Martin Punaks shares with us a foreigner's perspective on the new crisis engulfing Nepal.

The country I live in is slowly slipping into another humanitarian crisis. It will be the second humanitarian crisis this year. But whilst the earthquake was an act of nature, this new crisis is very much man-made. The Terai – the plains area which runs along the Nepal-Indian border – has been shut-down for over two months, with schools and businesses forcibly closed and freedom of movement restricted as protestors bring normal life to a standstill. More than 45 people have been killed in violence between the Police and ethnic minority groups. Kathmandu is struggling to run with minimal petrol and gas, resulting in businesses closing, tourists cancelling, and the economy slowly collapsing. Perhaps saddest of all, the 2 million people affected by the earthquake in April – who were pledged $4.4 billion dollars by the international community to help them rebuild safe homes – are yet to receive a single rupee of this support from the Government (which manages the funds) because of internal Government arguments about who should be in charge of the agency responsible for managing the money. Meanwhile, the cold winter is drawing in and the survivors need to build new houses to stay warm and safe. If they go ahead and do this independently they will no longer be eligible for any compensation from the Government, and their houses will most likely be as dangerous as they were before the earthquake. Other support for earthquake-affected communities – such as health, livelihoods and child protection – is also grinding to a halt as NGOs can longer get to the affected areas because of petrol shortages. And all this suffering is related to an event which should have been good news – the promulgating of Nepal’s long-awaited constitution, which took seven years to write, and was meant to be the peaceful outcome of the bloody 10-year civil war between 1996 and 2006 – but instead looks likely to be the historical marking point for a new era in Nepal’s history of violence and discrimination. How did it all go so horribly wrong?

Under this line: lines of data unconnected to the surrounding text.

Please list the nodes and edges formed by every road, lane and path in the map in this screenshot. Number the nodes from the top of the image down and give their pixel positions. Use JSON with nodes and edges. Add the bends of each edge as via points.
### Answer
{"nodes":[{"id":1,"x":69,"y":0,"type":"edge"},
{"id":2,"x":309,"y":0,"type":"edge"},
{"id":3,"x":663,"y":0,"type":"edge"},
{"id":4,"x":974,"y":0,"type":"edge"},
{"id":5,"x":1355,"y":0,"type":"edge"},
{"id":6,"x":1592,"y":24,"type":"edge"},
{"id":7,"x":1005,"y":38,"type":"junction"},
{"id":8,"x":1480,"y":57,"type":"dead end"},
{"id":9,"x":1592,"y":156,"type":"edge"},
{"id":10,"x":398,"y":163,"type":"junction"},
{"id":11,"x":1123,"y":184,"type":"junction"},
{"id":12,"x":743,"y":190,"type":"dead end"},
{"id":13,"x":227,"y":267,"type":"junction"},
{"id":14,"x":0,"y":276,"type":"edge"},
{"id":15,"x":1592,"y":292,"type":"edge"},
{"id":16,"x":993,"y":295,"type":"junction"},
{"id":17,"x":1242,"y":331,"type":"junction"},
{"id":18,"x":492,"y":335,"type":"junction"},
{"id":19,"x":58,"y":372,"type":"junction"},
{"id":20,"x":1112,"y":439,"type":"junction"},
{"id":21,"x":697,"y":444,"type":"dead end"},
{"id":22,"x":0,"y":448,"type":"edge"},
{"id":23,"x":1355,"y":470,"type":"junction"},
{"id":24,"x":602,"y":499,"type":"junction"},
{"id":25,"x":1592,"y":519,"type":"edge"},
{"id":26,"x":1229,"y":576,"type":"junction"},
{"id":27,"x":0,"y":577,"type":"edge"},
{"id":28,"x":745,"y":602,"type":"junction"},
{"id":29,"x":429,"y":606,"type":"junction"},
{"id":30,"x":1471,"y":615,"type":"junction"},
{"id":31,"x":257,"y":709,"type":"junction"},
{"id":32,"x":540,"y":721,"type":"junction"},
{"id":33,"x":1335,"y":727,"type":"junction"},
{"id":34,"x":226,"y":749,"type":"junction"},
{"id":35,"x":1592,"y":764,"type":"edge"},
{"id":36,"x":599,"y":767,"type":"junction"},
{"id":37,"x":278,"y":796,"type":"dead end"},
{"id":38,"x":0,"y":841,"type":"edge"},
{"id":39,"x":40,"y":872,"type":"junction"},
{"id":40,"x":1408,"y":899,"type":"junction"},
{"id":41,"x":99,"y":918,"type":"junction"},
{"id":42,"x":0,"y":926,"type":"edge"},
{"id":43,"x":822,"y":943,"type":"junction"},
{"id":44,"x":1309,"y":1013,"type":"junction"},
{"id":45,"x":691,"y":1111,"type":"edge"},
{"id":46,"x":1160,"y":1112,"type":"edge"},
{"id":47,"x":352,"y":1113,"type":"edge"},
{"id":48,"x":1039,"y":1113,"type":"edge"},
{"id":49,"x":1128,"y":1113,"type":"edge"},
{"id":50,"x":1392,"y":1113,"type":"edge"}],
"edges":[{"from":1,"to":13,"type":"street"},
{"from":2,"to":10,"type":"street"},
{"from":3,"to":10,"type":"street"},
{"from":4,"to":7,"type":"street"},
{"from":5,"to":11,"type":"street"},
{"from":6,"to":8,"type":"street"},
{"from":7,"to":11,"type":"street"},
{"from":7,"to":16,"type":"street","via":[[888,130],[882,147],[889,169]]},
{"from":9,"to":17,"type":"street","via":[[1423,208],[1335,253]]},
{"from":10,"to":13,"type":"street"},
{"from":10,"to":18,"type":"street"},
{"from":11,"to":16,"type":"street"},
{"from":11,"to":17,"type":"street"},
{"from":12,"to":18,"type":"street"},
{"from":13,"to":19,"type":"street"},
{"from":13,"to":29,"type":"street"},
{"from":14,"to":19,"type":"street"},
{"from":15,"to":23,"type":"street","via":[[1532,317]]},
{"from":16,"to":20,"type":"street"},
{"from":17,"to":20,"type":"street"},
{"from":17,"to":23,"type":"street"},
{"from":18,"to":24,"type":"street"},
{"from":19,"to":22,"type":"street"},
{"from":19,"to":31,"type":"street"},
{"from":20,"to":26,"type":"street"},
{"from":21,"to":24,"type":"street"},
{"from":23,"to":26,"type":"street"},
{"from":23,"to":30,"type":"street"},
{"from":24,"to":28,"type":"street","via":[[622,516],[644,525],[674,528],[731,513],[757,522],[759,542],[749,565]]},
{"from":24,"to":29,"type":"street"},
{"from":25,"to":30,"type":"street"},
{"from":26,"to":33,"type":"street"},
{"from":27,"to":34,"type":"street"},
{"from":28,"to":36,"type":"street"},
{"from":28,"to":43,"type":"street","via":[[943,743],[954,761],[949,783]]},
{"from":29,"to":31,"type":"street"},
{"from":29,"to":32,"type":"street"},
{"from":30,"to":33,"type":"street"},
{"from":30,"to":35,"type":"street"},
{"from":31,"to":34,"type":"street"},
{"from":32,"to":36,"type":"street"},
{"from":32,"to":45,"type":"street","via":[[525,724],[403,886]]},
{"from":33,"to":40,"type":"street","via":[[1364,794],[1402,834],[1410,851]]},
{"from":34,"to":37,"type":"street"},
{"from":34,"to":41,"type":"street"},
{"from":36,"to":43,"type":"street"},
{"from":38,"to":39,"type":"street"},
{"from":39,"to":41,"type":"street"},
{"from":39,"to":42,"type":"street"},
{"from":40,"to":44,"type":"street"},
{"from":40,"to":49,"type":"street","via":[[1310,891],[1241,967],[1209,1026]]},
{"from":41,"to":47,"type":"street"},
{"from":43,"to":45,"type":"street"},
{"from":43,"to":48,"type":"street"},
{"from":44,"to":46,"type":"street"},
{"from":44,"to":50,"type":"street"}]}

The violence started on the Terai before the constitution was promulgated because the ethnic minority Madheshis and Tharus living there – which make up approximately 40% of Nepal’s population – believed they would be under-represented in Parliament within the terms of the new constitution. They were right of course; they would have been representationally discriminated against, along with many other minority groups, not to mention women who would be deprived of the right to confer citizenship to their children. Many people believed it was a disappointing constitution – me included – but in fairness to Nepal and to democracy, it was legally voted through by an overwhelming majority of democratically elected representatives. So democracy won, whilst the weaker members of Nepali society lost, and this resulted in even more intense protests on the Terai by the Madheshis. This was the point when it all got complicated – because India decided to get involved.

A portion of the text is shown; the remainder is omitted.